The Shift 1-Act Festival has something for everyone

CMYK Shift 1-act festival - The After After Party 3

The Shift 1-Act Festival promises an eclectic mix of shows. From a play about a professional surrogate mother that is part cautionary tale, part memoir, and part stand up comedy routine, to a play by a group of SFU alumni that explores the works of Phillip K Dick, this festival has range. 

“There’s a good mix. You can find a little bit of everything,” artistic managing director Nick Sartore stated. “What we really wanted to do with the festival is give people a chance to see a lot of different kinds of works.” Sartore explained that the variety of shows will help draw not only those well versed in theatre, but people who may be new to theatre, and more hesitant to commit to one full length play.

“Normally, you think okay, I’m going to the theatre to see this one show that’s going to run two and a half hours and hope I like it because I’ve invested $30 on a ticket.” He continued, “Whereas with this, [. . . it’s] a bunch of different stories so maybe some of them you like, some of them you don’t and hopefully you like more than you don’t. But hey, that’s sort of the fun of it.”

The plays are mostly performed by graduates of local theatre programs including SFU, UBC, Langara College, and Douglas College. The festival, which was extended by a day this year, gives these students of theatre a chance to showcase their works in front of an audience. 

“It can be hard sometimes for especially independent theatre to get an audience [. . .] so it’s really great we have such a fantastic audience.”

The seventh annual Shift 1-Act Festival features five plays, with four of them written by their presenters. An initially planned sixth show, The Oxford Letters was cancelled due to scheduling conflicts. 

Desire(e) contains both drama and comedy in a story about a  professional surrogate mother who loses the ability to bear children before she has her own.
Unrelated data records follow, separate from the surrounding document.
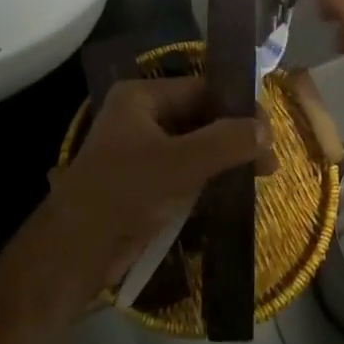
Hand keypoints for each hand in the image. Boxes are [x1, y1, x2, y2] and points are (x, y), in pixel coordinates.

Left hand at [44, 77, 264, 301]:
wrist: (74, 254)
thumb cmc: (125, 194)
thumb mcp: (181, 164)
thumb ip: (226, 141)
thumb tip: (266, 129)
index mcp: (142, 97)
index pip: (202, 89)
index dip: (237, 107)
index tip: (269, 132)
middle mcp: (140, 116)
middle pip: (199, 116)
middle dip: (234, 136)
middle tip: (269, 162)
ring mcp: (140, 151)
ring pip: (194, 145)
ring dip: (224, 159)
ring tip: (260, 177)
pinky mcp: (143, 183)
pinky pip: (184, 171)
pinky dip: (208, 178)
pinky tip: (233, 192)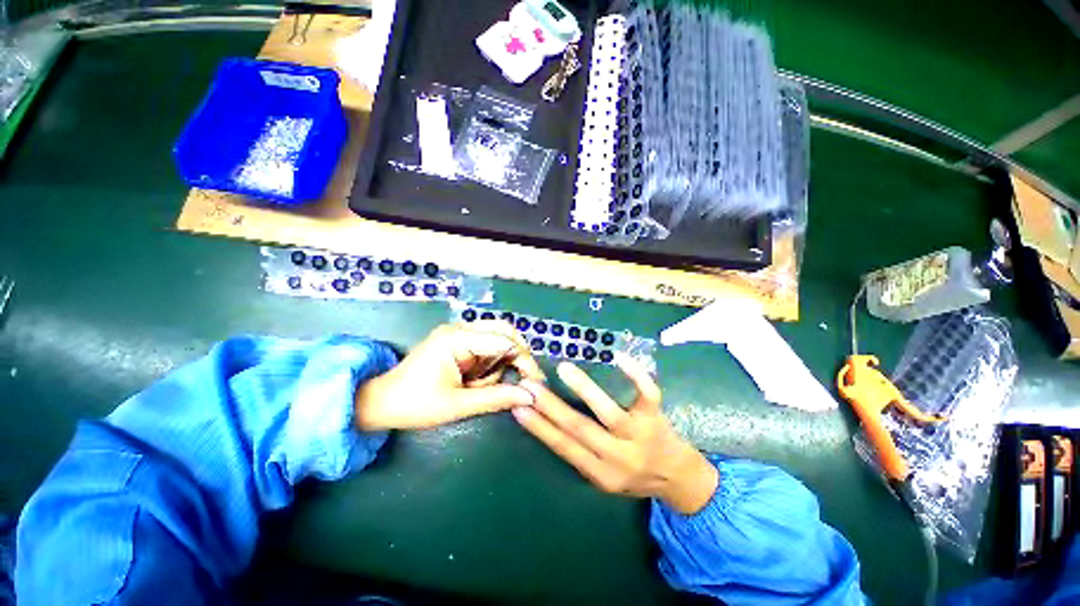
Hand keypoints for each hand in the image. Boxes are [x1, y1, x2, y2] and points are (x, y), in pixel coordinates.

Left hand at [354, 321, 544, 430]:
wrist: (379, 403)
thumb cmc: (415, 404)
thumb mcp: (458, 405)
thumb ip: (496, 398)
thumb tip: (530, 395)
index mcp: (457, 339)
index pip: (504, 340)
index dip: (524, 359)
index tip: (536, 382)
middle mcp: (459, 329)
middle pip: (503, 331)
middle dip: (514, 356)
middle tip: (518, 379)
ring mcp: (458, 333)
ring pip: (497, 339)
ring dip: (497, 363)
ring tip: (478, 386)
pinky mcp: (457, 342)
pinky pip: (485, 347)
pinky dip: (488, 364)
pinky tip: (474, 380)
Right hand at [512, 355, 718, 514]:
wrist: (679, 477)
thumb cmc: (634, 474)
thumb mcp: (604, 476)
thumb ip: (580, 453)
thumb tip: (547, 422)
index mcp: (601, 472)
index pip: (564, 447)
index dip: (539, 427)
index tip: (518, 407)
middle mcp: (618, 456)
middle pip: (580, 429)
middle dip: (550, 406)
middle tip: (529, 385)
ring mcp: (640, 435)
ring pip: (608, 412)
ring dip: (584, 388)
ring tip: (563, 369)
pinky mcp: (656, 417)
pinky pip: (647, 394)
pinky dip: (635, 375)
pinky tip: (619, 357)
Written by Scott Button and directed by Evan Frayne, the show explores dreams and what happens when they don’t come true. 

Theatre group A Wake of Vultures, comprised of SFU graduates, looks at the works of Phillip K Dick in The PKD Workshop. “The show’s very academic, so it’s maybe something people haven’t seen before where it’s presented almost in a lecture style,” said Sartore, before describing the show as a “really awesome audio-visual experience.”

The After After Party (Waiting for Gordo) is “an original comedic two-hander [. . .] about two best friends who totally deserve each other” written and performed by Katey Hoffman and Cheyenne Mabberley who play Fiona and Jules who wait for a guy, presumably named Gordo.

The Merchant of Showboat is the only adapted play, originally written by Jason Sherman. SFU theatre graduate Kaylin Metchie directs this play which raises questions about race and culture.

This Time I Get What I Want is a one woman show written and performed by Jennica Grienke, a graduate of the University of Winnipeg. It is described by Grienke as “a solo triumph of self in which the lead character (loosely based on me) confronts her hopes, dreams and desires on stage.” The lead character who shares the name “Jennica” is described as “single, depressed, unemployed and perhaps slightly alcoholic.”